Borrowers are increasingly turning to fixed-rate home loans as lenders slash rates in a bid to attract new customers in a soft housing market.
A string of lenders - including three of the four big banks - have cut their rates for two-year fixed home loans to below 5 per cent in recent months. Mortgage rates are at their lowest levels in two decades.
Meanwhile, ANZ said in its monthly interest rate review on Friday it would keep its standard variable mortgage rate at 6.4 per cent, despite a fall in funding costs, in the first reaction by a major bank to the Reserve Bank's decision on Tuesday to keep the cash rate on hold.
"The interest in fixed-rate loans has tripled since December last year," Kirsty Lamont of comparison site Mozo said. "The average fixed rate is about 4.99 per cent, about 60 to 70 basis points lower than the average variable rates that most people are getting right now, which is about 5.6 per cent. To get to that point, you would be looking at another three to four rate decreases, which is unlikely to happen this year."

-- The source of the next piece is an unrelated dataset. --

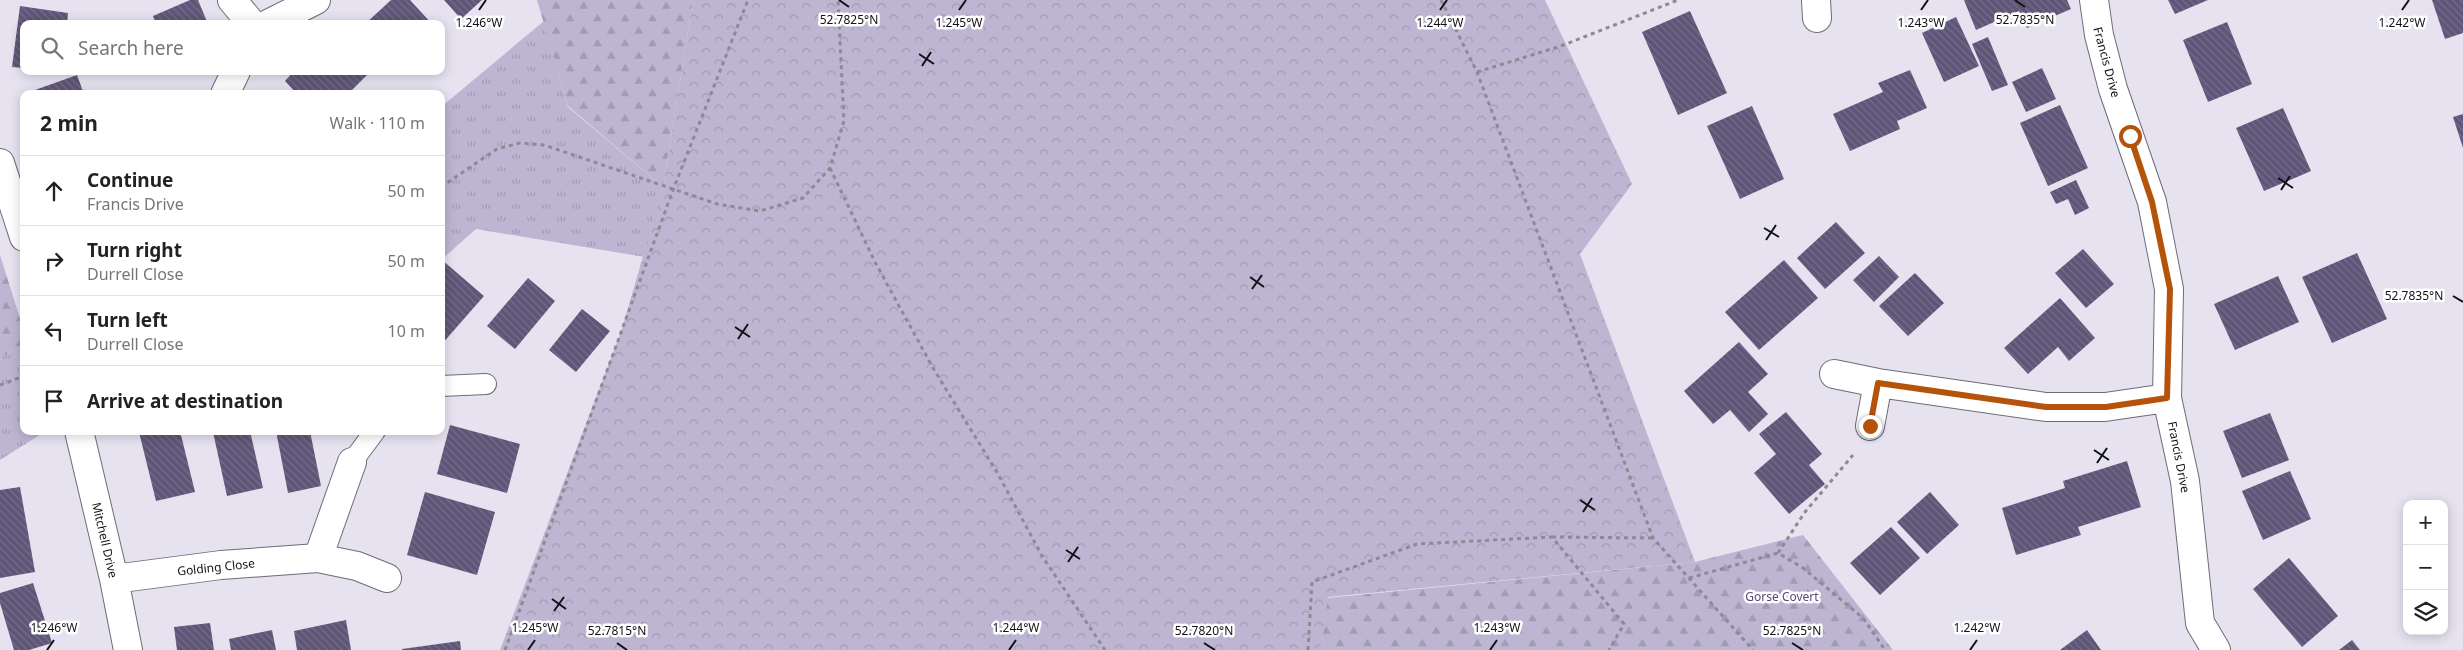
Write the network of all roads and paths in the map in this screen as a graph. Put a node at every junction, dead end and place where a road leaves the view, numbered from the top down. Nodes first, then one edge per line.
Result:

A spokeswoman for Commonwealth Bank said it had "a very large proportion" of about 25 per cent of customers choosing fixed rates. "Of that, around 80 per cent are selecting our two-year fixed-rate loan at 4.99 per cent," she said.
A NAB spokesman said the bank - which lowered its one-year fixed-term rate to 5.09 per cent and its two-year fixed rate to 4.99 per cent last month - had had an increase in demand for both packages, especially the two-year deal. "Our rates are now the lowest they've been since 2009," the spokesman said.
ANZ, which offers a two-year fixed-rate of 5.14 per cent, said the bank had not had a lift in demand for its fixed-rate products.
RateCity spokeswoman Michelle Hutchison said 22 per cent of the home loan applications made on the financial comparison site in January were for fixed home loans - a 47 per cent increase from the previous corresponding month.
Last month, 17 per cent of all RateCity applications were for fixed home loans, still higher than 2012's average of 16 per cent, she said.
A RateCity analysis of Bureau of Statistics data on fixed home loans found the proportion of such mortgages was 13 per cent last year, up from 8 per cent in 2011.
Ms Hutchison said the uptake for fixed home loans while variable rates continued to fall was unusual.
"But many fixed rates are lower than variable, giving borrowers an incentive to fix," she said, adding the banning of early exit fees on variable-rate mortgages in mid-2011 could have also been a factor.